And because I have been missing the states so much, I have been feeling a strangely large amount of appreciation for things. For my host family, my family at home, music, the art of language and speech in all its ability to inspire masses, the art of skillful writing, my upbringing, opportunities, intuition, etc. You name it. Even the smallest smile from one of my peace corps friends is imprinted as a perminant memory. Lesson learned for me: When things get hard, happiness is so much sweeter. I appreciate more.

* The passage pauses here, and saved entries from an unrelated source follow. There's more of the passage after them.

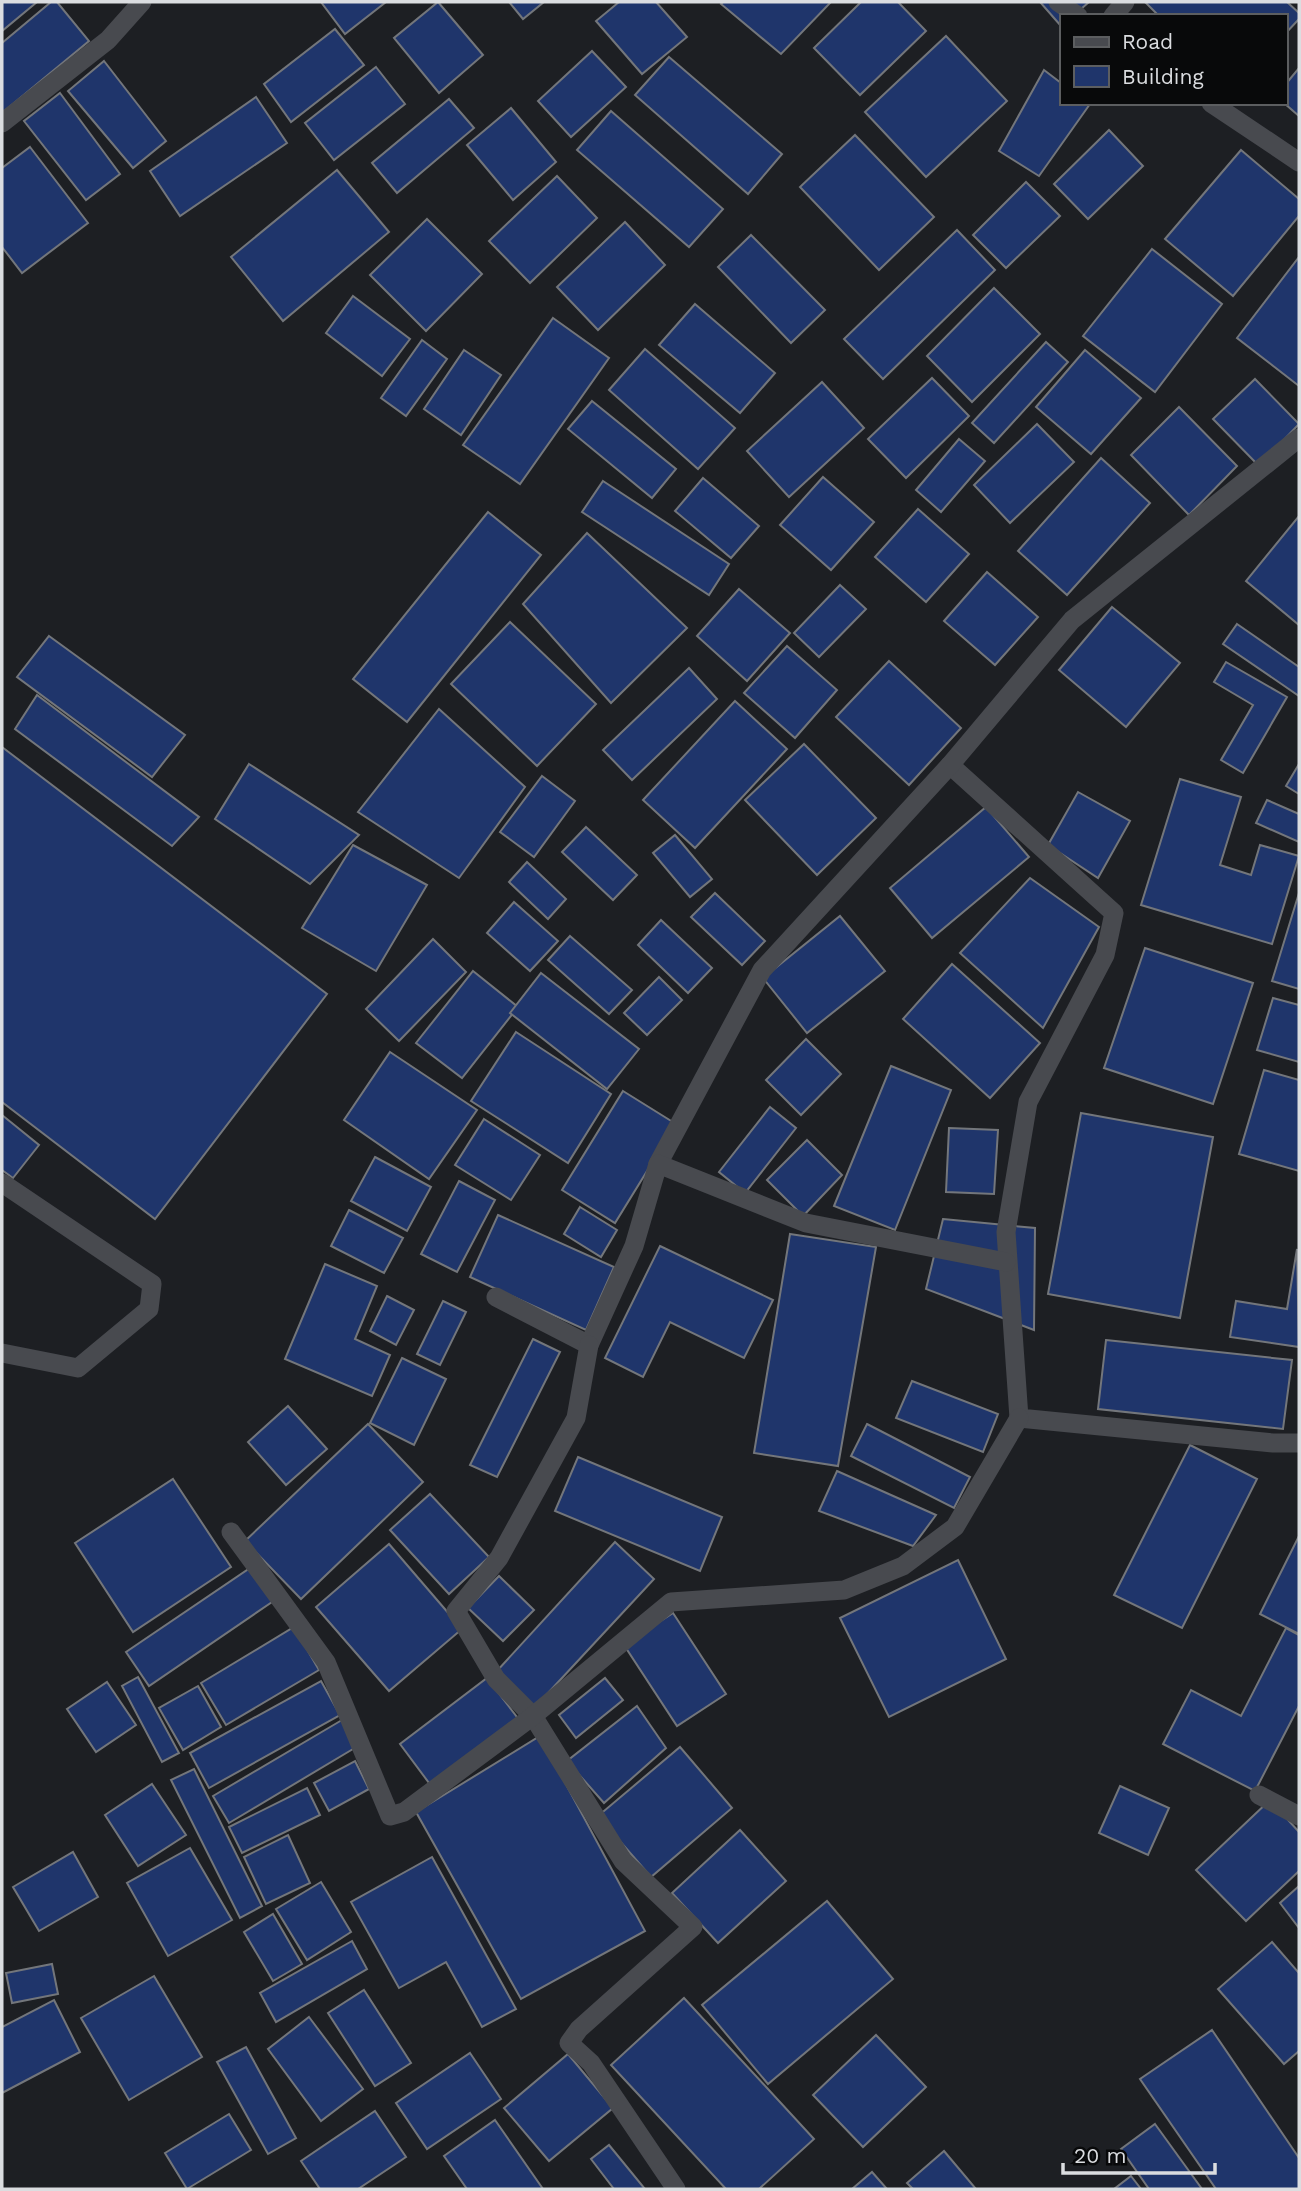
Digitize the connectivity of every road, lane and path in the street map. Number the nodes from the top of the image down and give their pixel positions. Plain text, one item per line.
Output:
1 (142, 2) edge
2 (1058, 2) edge
3 (1075, 14) edge
4 (1214, 105) edge
5 (2, 123) edge
6 (1299, 162) edge
7 (1299, 438) edge
8 (950, 765) junction
9 (657, 1164) junction
10 (2, 1182) edge
11 (1006, 1262) junction
12 (496, 1297) dead end
13 (589, 1345) junction
14 (2, 1353) edge
15 (1018, 1419) junction
16 (1299, 1443) edge
17 (231, 1532) dead end
18 (533, 1716) junction
19 (1259, 1795) dead end
20 (1299, 1816) edge
21 (676, 2189) edge

1 - 5 street
2 - 3 street
4 - 6 street
7 - 8 street
8 - 9 street
8 - 11 street
9 - 11 street
9 - 13 street
10 - 14 street
11 - 15 street
12 - 13 street
13 - 18 street
15 - 16 street
15 - 18 street
17 - 18 street
18 - 21 street
19 - 20 street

The new WATSAN volunteers get here in a few weeks. I think that will make things way easier. Someone to ask me questions will put things in a new perspective, and hopefully will help me realize that I have really and truely learned and changed alot in these last 12 months. Time is such a strange concept here. Things seem to be at a standstill yet fly by so fast. I do know that, after a year, I feel slightly more at peace and more accepting of things than I used to be. (a little hippy-ish, I know) I also choose my battles better, have become a bit more carismatic, and stick up for myself, principles, and people. And most of all, I have ALOT ALOT ALOT more pacience. Nothing like waiting around for peruvians to work on your pacience. But over all, I would say that the year is full of good memories, and some bads ones too. No doubt this next year will be unpredictable. But amazing none the less.
Happy travels,
Teigan
- comments
Kevin I was wondering how your first year went. Glad to see things are going well. This next year will be over before you know it. Enjoy the next 12 months... Keep up the good work.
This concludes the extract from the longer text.